__What to produce__
Find and return every line of the data that contains the word "Mawin".

(Stored data)
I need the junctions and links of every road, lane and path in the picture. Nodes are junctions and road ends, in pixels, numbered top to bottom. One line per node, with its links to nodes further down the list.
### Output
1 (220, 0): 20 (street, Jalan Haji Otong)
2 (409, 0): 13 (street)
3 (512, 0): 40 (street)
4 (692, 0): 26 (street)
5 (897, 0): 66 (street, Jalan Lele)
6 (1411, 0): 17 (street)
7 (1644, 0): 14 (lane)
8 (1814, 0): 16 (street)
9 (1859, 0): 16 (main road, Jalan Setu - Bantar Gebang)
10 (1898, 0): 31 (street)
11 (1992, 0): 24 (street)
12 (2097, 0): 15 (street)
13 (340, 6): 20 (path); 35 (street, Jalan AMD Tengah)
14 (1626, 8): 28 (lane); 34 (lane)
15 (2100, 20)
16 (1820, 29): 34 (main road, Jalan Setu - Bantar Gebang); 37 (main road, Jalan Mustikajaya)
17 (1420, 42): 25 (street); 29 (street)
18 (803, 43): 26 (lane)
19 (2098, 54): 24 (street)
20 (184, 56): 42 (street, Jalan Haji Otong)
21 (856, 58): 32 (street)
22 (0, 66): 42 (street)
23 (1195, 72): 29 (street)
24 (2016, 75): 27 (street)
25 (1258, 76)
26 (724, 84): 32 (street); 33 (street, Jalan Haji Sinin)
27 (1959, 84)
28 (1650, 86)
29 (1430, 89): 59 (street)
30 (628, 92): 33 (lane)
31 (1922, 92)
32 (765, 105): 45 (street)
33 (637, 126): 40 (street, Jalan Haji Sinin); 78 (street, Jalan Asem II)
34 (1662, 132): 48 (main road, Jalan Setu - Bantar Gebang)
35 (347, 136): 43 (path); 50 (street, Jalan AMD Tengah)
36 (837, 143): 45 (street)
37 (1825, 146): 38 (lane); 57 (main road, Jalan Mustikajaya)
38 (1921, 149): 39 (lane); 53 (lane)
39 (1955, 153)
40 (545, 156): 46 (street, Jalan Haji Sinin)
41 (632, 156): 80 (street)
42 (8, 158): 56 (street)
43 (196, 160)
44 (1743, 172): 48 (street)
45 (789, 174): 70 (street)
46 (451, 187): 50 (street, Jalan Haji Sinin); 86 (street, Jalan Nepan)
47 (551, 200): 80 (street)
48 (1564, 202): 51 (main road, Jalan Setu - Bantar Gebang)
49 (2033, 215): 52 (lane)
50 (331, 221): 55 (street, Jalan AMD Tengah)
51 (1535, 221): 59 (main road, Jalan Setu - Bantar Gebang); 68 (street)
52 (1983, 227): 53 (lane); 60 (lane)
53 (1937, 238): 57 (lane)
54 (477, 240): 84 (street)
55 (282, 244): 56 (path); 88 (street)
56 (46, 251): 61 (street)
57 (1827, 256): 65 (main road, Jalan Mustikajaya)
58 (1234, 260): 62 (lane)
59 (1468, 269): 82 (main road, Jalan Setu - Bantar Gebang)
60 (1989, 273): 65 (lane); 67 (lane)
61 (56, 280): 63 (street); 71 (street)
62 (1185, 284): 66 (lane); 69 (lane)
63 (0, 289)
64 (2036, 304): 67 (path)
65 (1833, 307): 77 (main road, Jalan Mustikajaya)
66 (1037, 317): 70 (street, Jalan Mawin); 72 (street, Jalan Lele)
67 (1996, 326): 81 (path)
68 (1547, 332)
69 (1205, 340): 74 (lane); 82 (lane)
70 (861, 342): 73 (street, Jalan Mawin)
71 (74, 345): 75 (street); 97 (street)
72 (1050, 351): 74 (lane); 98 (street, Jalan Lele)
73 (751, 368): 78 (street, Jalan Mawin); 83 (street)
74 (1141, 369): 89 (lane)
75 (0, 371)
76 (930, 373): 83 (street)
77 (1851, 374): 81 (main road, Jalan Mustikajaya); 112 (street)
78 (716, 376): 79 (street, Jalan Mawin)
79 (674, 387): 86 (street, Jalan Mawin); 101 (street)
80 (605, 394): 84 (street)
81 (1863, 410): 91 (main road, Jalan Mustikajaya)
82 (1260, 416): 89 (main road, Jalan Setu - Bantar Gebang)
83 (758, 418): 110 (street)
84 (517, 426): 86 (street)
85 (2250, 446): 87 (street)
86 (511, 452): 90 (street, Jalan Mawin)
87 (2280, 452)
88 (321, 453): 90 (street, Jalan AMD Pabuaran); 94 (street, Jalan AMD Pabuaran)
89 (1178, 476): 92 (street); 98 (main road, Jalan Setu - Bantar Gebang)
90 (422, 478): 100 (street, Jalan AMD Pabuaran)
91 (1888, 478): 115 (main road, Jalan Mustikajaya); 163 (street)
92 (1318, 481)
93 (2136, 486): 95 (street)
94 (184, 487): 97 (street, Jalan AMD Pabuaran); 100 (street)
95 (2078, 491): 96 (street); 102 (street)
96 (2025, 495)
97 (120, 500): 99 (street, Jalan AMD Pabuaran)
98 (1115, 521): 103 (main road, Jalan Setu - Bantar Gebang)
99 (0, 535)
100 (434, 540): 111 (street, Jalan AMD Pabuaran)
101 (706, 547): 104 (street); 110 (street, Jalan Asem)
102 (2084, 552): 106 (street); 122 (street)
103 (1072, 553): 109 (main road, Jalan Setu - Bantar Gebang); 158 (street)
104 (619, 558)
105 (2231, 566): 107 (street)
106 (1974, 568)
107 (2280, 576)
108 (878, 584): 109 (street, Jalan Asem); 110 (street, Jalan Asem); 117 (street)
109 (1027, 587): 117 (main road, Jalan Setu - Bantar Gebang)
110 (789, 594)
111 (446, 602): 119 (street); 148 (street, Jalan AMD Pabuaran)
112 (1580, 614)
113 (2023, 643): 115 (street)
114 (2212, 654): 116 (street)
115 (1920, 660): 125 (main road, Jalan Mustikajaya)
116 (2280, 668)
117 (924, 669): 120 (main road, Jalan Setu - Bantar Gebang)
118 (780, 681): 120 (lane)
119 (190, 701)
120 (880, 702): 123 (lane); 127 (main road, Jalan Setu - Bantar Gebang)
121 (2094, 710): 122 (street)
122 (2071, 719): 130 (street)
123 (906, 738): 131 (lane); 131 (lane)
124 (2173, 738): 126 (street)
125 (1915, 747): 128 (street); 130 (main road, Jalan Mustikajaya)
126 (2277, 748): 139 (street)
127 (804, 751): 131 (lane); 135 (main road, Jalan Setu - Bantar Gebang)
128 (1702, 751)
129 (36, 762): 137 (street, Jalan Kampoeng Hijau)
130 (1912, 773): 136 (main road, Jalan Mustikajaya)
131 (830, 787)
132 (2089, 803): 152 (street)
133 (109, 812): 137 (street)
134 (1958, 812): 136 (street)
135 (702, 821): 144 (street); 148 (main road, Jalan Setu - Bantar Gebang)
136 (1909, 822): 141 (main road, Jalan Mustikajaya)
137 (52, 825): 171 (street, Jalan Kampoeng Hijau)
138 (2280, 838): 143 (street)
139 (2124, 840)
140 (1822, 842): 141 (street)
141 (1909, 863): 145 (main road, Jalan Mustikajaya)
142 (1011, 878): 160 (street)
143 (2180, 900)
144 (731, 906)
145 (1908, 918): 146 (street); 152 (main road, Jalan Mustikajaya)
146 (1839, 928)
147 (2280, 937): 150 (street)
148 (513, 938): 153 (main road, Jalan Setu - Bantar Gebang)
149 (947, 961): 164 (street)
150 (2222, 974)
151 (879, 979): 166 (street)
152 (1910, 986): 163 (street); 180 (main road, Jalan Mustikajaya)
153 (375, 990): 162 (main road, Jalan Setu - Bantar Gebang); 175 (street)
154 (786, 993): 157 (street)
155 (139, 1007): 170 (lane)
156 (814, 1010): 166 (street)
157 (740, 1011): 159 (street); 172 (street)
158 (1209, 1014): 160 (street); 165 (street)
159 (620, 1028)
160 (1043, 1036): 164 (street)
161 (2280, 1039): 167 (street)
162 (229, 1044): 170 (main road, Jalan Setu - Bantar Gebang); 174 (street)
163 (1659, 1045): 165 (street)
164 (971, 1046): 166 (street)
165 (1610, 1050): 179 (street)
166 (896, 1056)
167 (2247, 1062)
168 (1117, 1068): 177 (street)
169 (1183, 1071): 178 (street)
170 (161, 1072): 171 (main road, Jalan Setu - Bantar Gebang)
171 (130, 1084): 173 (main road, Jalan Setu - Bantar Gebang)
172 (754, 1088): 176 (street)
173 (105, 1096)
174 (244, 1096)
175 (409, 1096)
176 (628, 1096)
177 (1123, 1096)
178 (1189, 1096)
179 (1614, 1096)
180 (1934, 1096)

__Worked solution__
66 (1037, 317): 70 (street, Jalan Mawin); 72 (street, Jalan Lele)
70 (861, 342): 73 (street, Jalan Mawin)
73 (751, 368): 78 (street, Jalan Mawin); 83 (street)
78 (716, 376): 79 (street, Jalan Mawin)
79 (674, 387): 86 (street, Jalan Mawin); 101 (street)
86 (511, 452): 90 (street, Jalan Mawin)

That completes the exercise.